### Records provided
━━━━━━━━━━

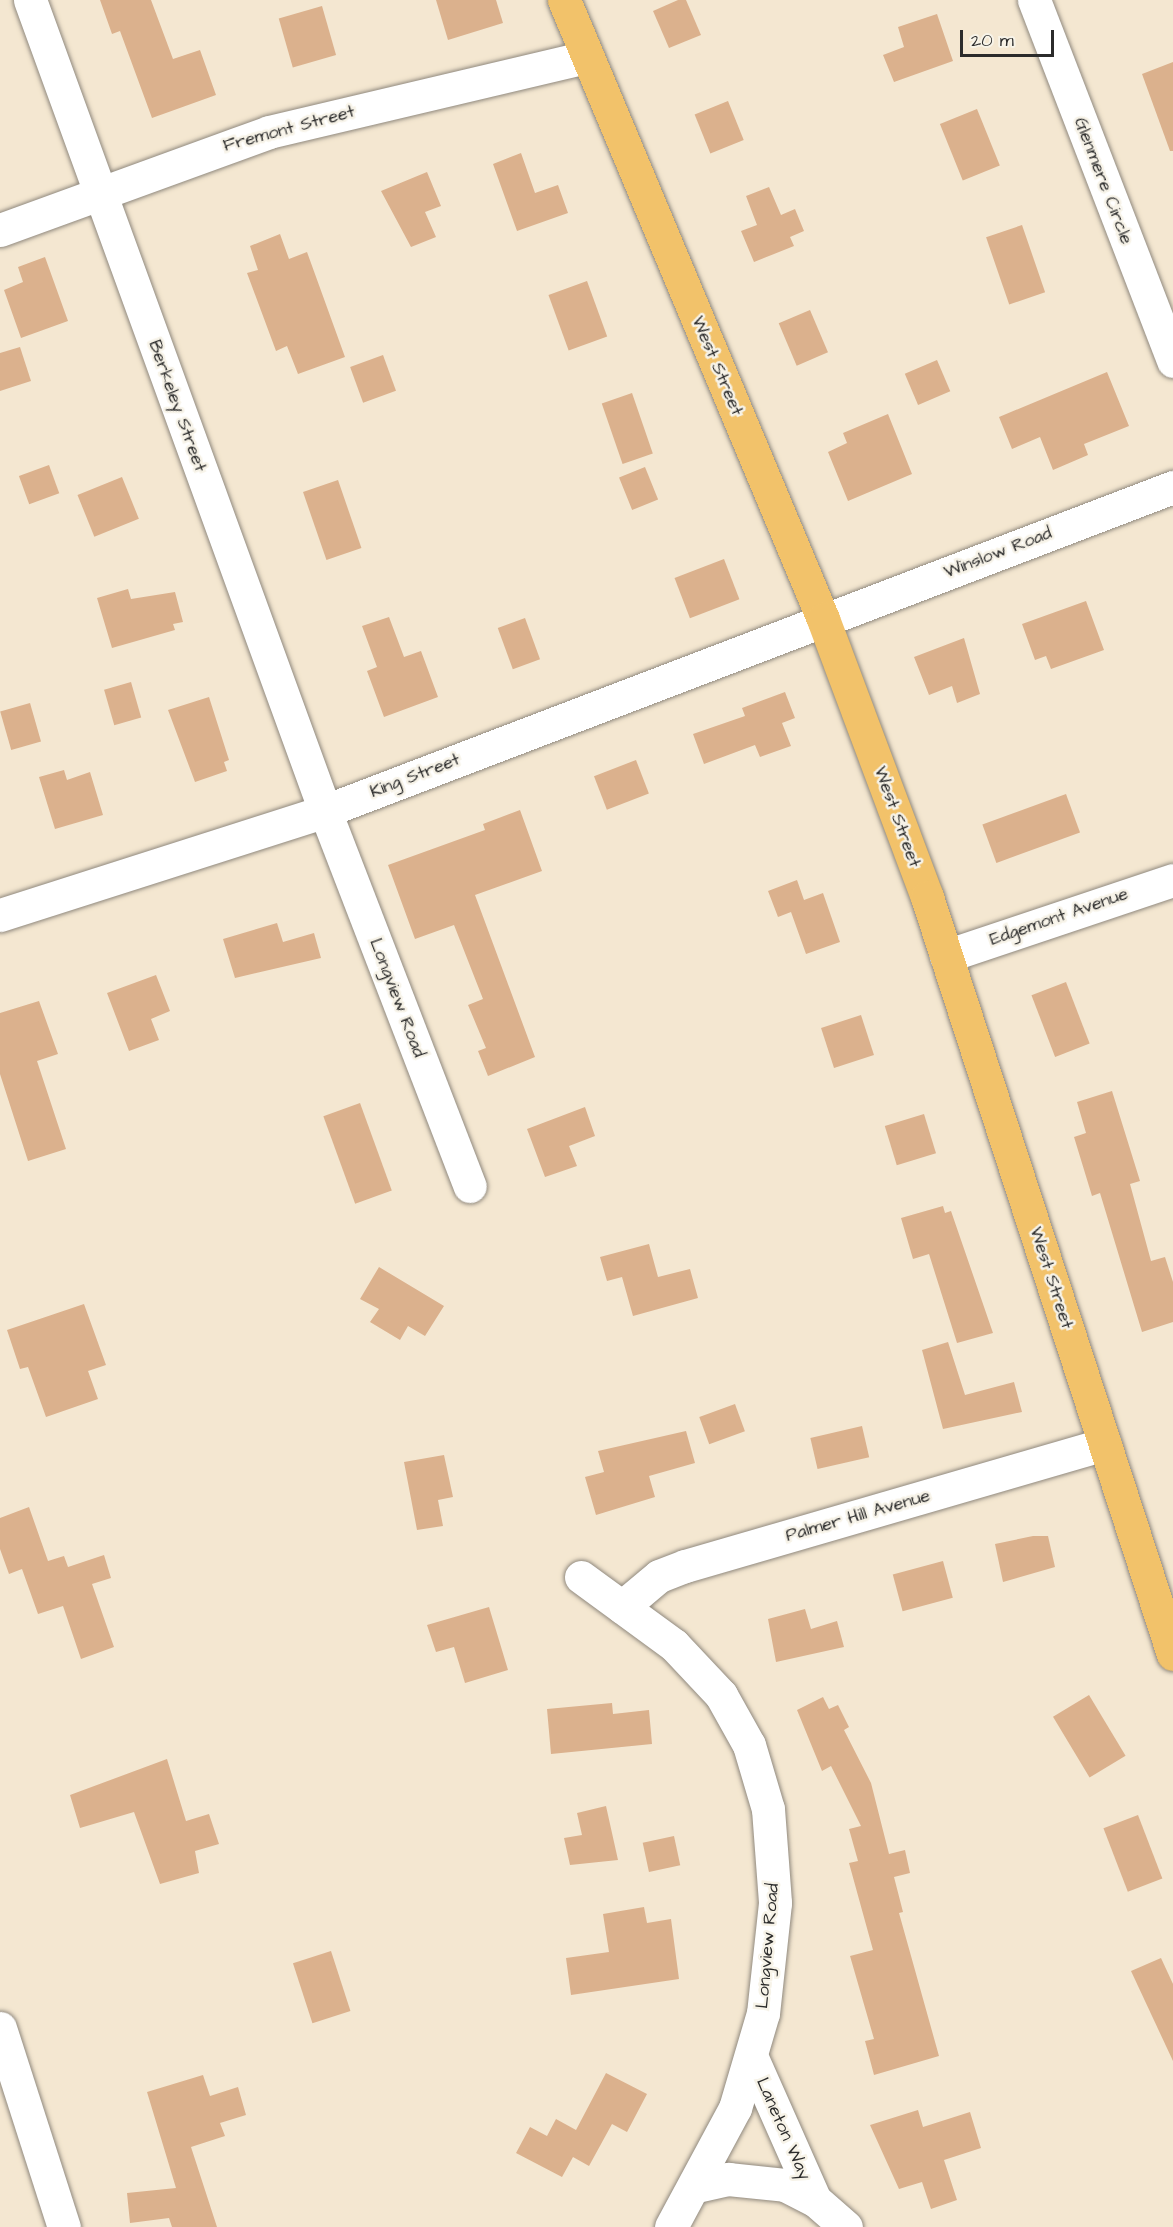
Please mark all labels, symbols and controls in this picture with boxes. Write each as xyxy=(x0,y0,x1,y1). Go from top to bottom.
scale bar xyxy=(963,18,1058,56)
text: 20 m xyxy=(971,28,1014,53)
street label: Fremont Street xyxy=(221,101,357,157)
street label: Glenmere Circle xyxy=(1069,115,1137,247)
street label: West Street xyxy=(686,313,748,419)
street label: Berkeley Street xyxy=(143,337,211,475)
street label: Winslow Road xyxy=(941,523,1055,583)
street label: King Street xyxy=(367,749,463,803)
street label: West Street xyxy=(869,764,925,870)
street label: Edgemont Avenue xyxy=(987,883,1131,951)
street label: Longview Road xyxy=(364,935,430,1061)
street label: West Street xyxy=(1024,1224,1078,1332)
street label: Palmer Hill Avenue xyxy=(783,1485,933,1547)
street label: Longview Road xyxy=(752,1882,784,2010)
street label: Laneton Way xyxy=(751,2074,815,2184)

━━━━━━━━━━

### Exercise directions
Please reproduce the whole listing exactly; the pictures stay out.

### Exercise result
Please mark all labels, symbols and controls in this picture with boxes. Write each as xyxy=(x0,y0,x1,y1). Go from top to bottom.
scale bar xyxy=(963,18,1058,56)
text: 20 m xyxy=(971,28,1014,53)
street label: Fremont Street xyxy=(221,101,357,157)
street label: Glenmere Circle xyxy=(1069,115,1137,247)
street label: West Street xyxy=(686,313,748,419)
street label: Berkeley Street xyxy=(143,337,211,475)
street label: Winslow Road xyxy=(941,523,1055,583)
street label: King Street xyxy=(367,749,463,803)
street label: West Street xyxy=(869,764,925,870)
street label: Edgemont Avenue xyxy=(987,883,1131,951)
street label: Longview Road xyxy=(364,935,430,1061)
street label: West Street xyxy=(1024,1224,1078,1332)
street label: Palmer Hill Avenue xyxy=(783,1485,933,1547)
street label: Longview Road xyxy=(752,1882,784,2010)
street label: Laneton Way xyxy=(751,2074,815,2184)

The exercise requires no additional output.